10 - tank according to one of claims 1 to

9, characterized in that the primary sealing barrier is formed by metal strakes (21) with raised edges (21a) towards the interior of the tank, said strakes being made of thin sheets with low coefficient of expansion and being welded edge to edge, by their raised edges (21a), on the two faces of a welding wing (20), which is mechanically retained by a joint cover (16) of the primary insulating barrier.

11 - Tank according to claim 10, characterized in that the welding wing (20) has a square profile, the short side of which is engaged in a groove (19) formed over the entire length of the joint cover (16 ).

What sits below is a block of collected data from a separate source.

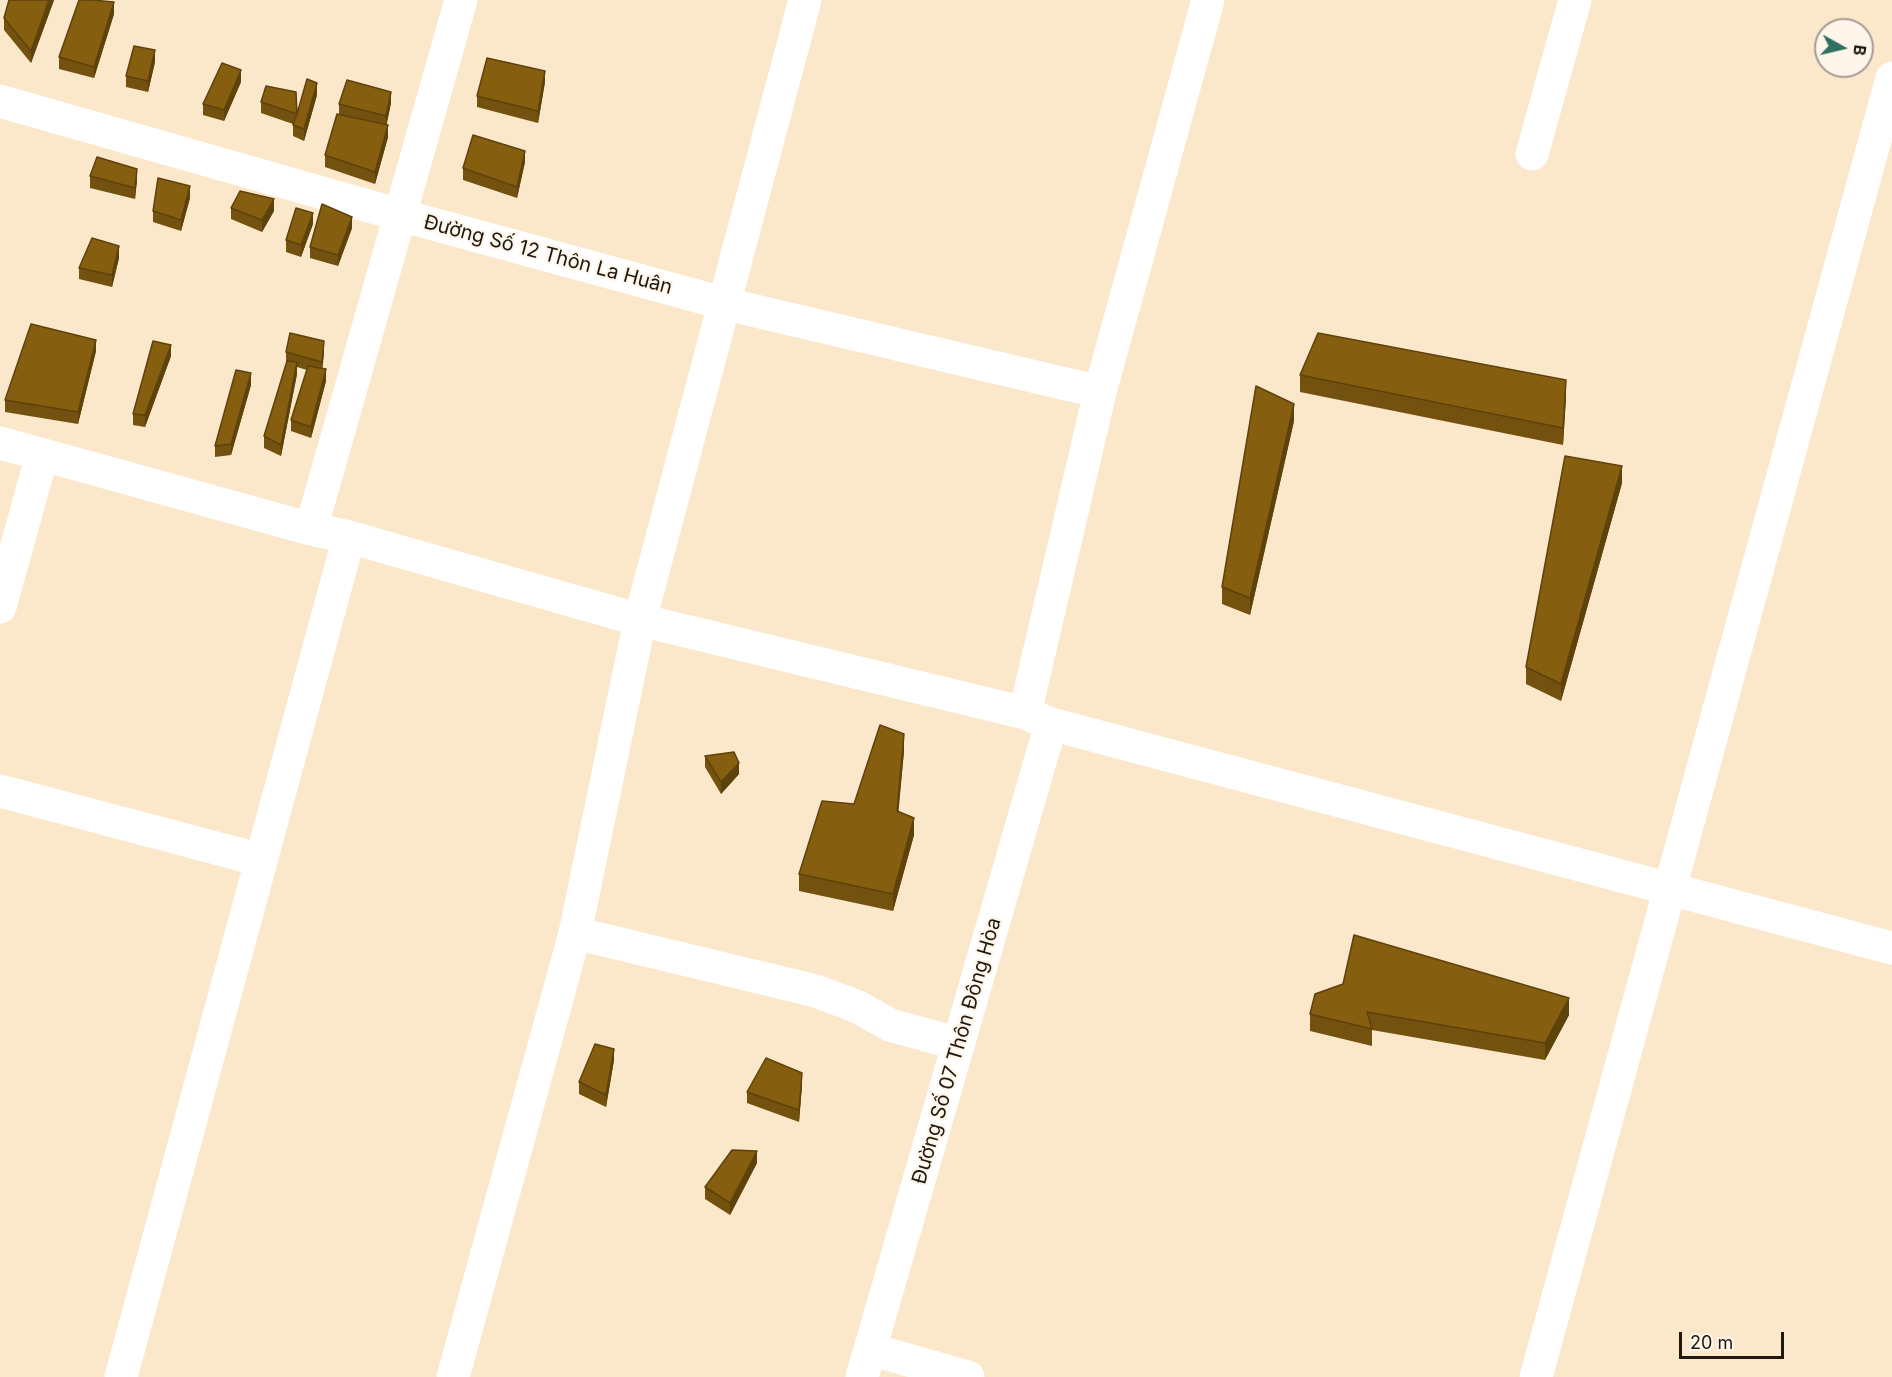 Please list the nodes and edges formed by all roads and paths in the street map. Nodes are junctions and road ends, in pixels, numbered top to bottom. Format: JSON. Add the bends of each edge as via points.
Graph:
{"nodes":[{"id":1,"x":461,"y":0,"type":"edge"},
{"id":2,"x":805,"y":0,"type":"edge"},
{"id":3,"x":1208,"y":0,"type":"edge"},
{"id":4,"x":1575,"y":0,"type":"edge"},
{"id":5,"x":1892,"y":78,"type":"edge"},
{"id":6,"x":0,"y":102,"type":"edge"},
{"id":7,"x":1532,"y":154,"type":"dead end"},
{"id":8,"x":400,"y":215,"type":"junction"},
{"id":9,"x":726,"y":304,"type":"junction"},
{"id":10,"x":1100,"y":392,"type":"junction"},
{"id":11,"x":0,"y":443,"type":"edge"},
{"id":12,"x":42,"y":455,"type":"junction"},
{"id":13,"x":311,"y":529,"type":"junction"},
{"id":14,"x":349,"y":537,"type":"junction"},
{"id":15,"x":0,"y":607,"type":"edge"},
{"id":16,"x":640,"y":620,"type":"junction"},
{"id":17,"x":1038,"y":719,"type":"junction"},
{"id":18,"x":0,"y":791,"type":"edge"},
{"id":19,"x":261,"y":860,"type":"junction"},
{"id":20,"x":1670,"y":890,"type":"junction"},
{"id":21,"x":574,"y":933,"type":"junction"},
{"id":22,"x":1892,"y":948,"type":"edge"},
{"id":23,"x":959,"y":1044,"type":"junction"},
{"id":24,"x":866,"y":1363,"type":"edge"},
{"id":25,"x":121,"y":1377,"type":"edge"},
{"id":26,"x":453,"y":1377,"type":"edge"},
{"id":27,"x":968,"y":1377,"type":"edge"},
{"id":28,"x":1536,"y":1377,"type":"edge"}],
"edges":[{"from":1,"to":8,"type":"street"},
{"from":2,"to":9,"type":"street"},
{"from":3,"to":10,"type":"street","name":"Đường Số 07 Thôn Đông Hòa"},
{"from":4,"to":7,"type":"street"},
{"from":5,"to":20,"type":"street"},
{"from":6,"to":8,"type":"street","name":"Đường Số 12 Thôn La Huân"},
{"from":8,"to":9,"type":"street","name":"Đường Số 12 Thôn La Huân"},
{"from":8,"to":13,"type":"street"},
{"from":9,"to":10,"type":"street","name":"Đường Số 12 Thôn La Huân"},
{"from":9,"to":16,"type":"street"},
{"from":10,"to":17,"type":"street","name":"Đường Số 07 Thôn Đông Hòa"},
{"from":11,"to":12,"type":"street"},
{"from":12,"to":13,"type":"street"},
{"from":12,"to":15,"type":"street"},
{"from":13,"to":14,"type":"street"},
{"from":14,"to":16,"type":"street"},
{"from":14,"to":19,"type":"street"},
{"from":16,"to":17,"type":"street"},
{"from":16,"to":21,"type":"street"},
{"from":17,"to":20,"type":"street"},
{"from":17,"to":23,"type":"street","name":"Đường Số 07 Thôn Đông Hòa"},
{"from":18,"to":19,"type":"street"},
{"from":19,"to":25,"type":"street"},
{"from":20,"to":22,"type":"street"},
{"from":20,"to":28,"type":"street"},
{"from":21,"to":23,"type":"street","via":[[816,991],[890,1024]]},
{"from":21,"to":26,"type":"street"},
{"from":23,"to":24,"type":"street","name":"Đường Số 07 Thôn Đông Hòa"},
{"from":24,"to":27,"type":"street"}]}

12 - tank according to one of claims 1 to 9, characterized in that the primary sealing barrier is formed by an assembly of relatively thick rectangular sheets (121) comprising corrugations (121a, 121b) in two perpendicular directions, said sheets (121) being welded together with overlap and being preoccupied by their edges on metal strips (122) fixed in rebates along the edges of the plates (114) of the primary insulating barrier, said plates (114) being rectangular parallelepipeds and the directions of the corrugations (121a, 121b) being parallel to the edges of the plates (114).